Re: Files! Reading specific parts
by sgifford (Prior) on Jul 29, 2003 at 19:12 UTC
    Show us more of your program. How are you reading lines from the file?
      Well ill give you guys the whole function im using
      sub finder { @text = ""; $wordMatchFilePosition; $number = 0; $currentFilePosition; $lastPushed = space; $tagCount = 0; $quoteCount = 0; $loopcount = 0; if (!-d $File::Find::name) { open FILEHANDLE, "<$File::Find::name"; $size = -s $File::Find::name; $_ = ''; read FILEHANDLE, $_, $size; #on our first match, store the text behind and after the #word so the user can see a short desciption of why the #word appeared $file = $File::Find::name; if(!excludedDirectory()) { if(m/$key/i) { $wordMatchFilePosition = tell FILEHANDLE; seek FILEHANDLE, -1700, 1; $currentFilePosition = tell FILEHANDLE; for($loopcount = 0; $loopcount < 3000 && $currentFilePosition +!= $wordMatchFilePosition+700; $loopcount++) { $tempText = getc FILEHANDLE; #if we find the begining of the tag, increment the counter #dont add the text until we are back to 0 on the counter #(meaning were not in HTML commands) if($tempText eq "<") { $tagCount++; } #because were moving back an arbitrary number of character +s, #we might land in the middle of an HTML statement, therefo +re #if we hit a closing tag without having a begining tag #it should be safe to just ignore it elsif($tempText eq ">" && $tagCount > 0) { $tagCount--; } #More filtering of HTML elsif($tempText eq " \" ") { if($quoteCount == 1) { $quoteCount = 0; } else { $quoteCount = 1; } } #make sure were not reading HTML commands, the thing were +getting #is comprised of only letters, and were not trying to read + at the end #of the file, if its a space, and the last thing we pushed + on the text #was a letter, then its safe to assume that was the end of + a word #we are also filtering out numbers, because they are + used more with #defining pages then the actual content, we also dont want + things with _ #in it because its used for naming frames elsif($tagCount == 0 && $quoteCount == 0 && !eof FILEHAND +LE && $tempText =~ /(\b[A-Za-z]+\b)/ || $tempText =~ /^\s/ +&& $tempText ne "_") { if($lastPushed eq "character" && $tempText =~ /^\s/) { push(@text," "); $lastPushed = "space"; } else { push(@text,$tempText); $currentFilePosition++; $lastPushed = "character"; } } } print @text; print "\n"; } $number++ while/^${key}/g; close FILEHANDLE; $file = $File::Find::name; $length = length ($base_address) + 1; $file =~ /^.{${length}}(.*)/; if ($number) {$hash{$1} = $number} }#end if(!excludedDirectory()) } }
      Before i get into explaining, i looked at the HTML parser, and it was a bit more complicated then i was willing to invest time in. I just made my own, and it seems to catch most of the html. So what i do is call this subroutine and finds the match. Which works, im sure of it. Then i just run around that match taking off byte by byte and making sure that its not HTML. Then i just put it into an array, if i found a space insert it only if the last character i inserted with a letter. The result is something like this: joint venture The Chinese government certification process for the joint venture and the new company name should be completed later this summer its not perfect, but its "good enough" for what i want to do, and thats show people what they will see when they click on that link.
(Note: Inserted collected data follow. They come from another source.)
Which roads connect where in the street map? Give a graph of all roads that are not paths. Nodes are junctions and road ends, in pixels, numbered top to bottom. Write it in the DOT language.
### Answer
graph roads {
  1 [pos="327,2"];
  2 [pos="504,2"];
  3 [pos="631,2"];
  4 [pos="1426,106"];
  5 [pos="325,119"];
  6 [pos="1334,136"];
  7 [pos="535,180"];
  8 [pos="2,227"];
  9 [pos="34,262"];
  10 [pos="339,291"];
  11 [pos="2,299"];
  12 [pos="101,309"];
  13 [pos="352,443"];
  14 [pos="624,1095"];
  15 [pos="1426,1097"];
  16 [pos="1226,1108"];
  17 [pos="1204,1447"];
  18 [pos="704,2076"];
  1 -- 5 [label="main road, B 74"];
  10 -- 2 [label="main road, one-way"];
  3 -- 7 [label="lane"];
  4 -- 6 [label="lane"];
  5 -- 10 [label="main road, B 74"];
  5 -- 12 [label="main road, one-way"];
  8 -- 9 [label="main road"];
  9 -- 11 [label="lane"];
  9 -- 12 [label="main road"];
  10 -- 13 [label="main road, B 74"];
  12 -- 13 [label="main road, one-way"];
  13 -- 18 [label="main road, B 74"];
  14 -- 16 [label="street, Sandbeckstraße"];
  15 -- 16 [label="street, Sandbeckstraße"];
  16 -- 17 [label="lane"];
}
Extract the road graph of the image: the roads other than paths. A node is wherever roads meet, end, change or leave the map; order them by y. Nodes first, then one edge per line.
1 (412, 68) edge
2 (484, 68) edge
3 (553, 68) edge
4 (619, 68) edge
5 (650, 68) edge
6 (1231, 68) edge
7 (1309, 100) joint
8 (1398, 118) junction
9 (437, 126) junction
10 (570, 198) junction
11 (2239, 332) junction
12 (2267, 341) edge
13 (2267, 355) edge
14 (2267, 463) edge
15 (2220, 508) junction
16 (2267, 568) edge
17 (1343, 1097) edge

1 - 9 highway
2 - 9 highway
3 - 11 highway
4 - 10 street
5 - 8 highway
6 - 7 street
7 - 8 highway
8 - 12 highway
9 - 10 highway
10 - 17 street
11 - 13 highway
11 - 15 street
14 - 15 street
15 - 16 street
        Ah, OK. First you're getting the size of the file with the -s test. Then you're reading in the entire file with read---now the file position is at the very end of the file. Now, when you say "seek back 1700 characters from the current position", you're saying 1700 characters from the end of the file, since the file position is at the end of the file.

        I think you want to use the pos function, which will tell you where in the string the last match happened. Since you've read the entire file, the positions in the string will be equal to the positions in the file, so you can just seek to the position that pos returns.

        As others have suggested, though, you should consider using an HTML parser. HTML parsing is hard, and other people have already done it.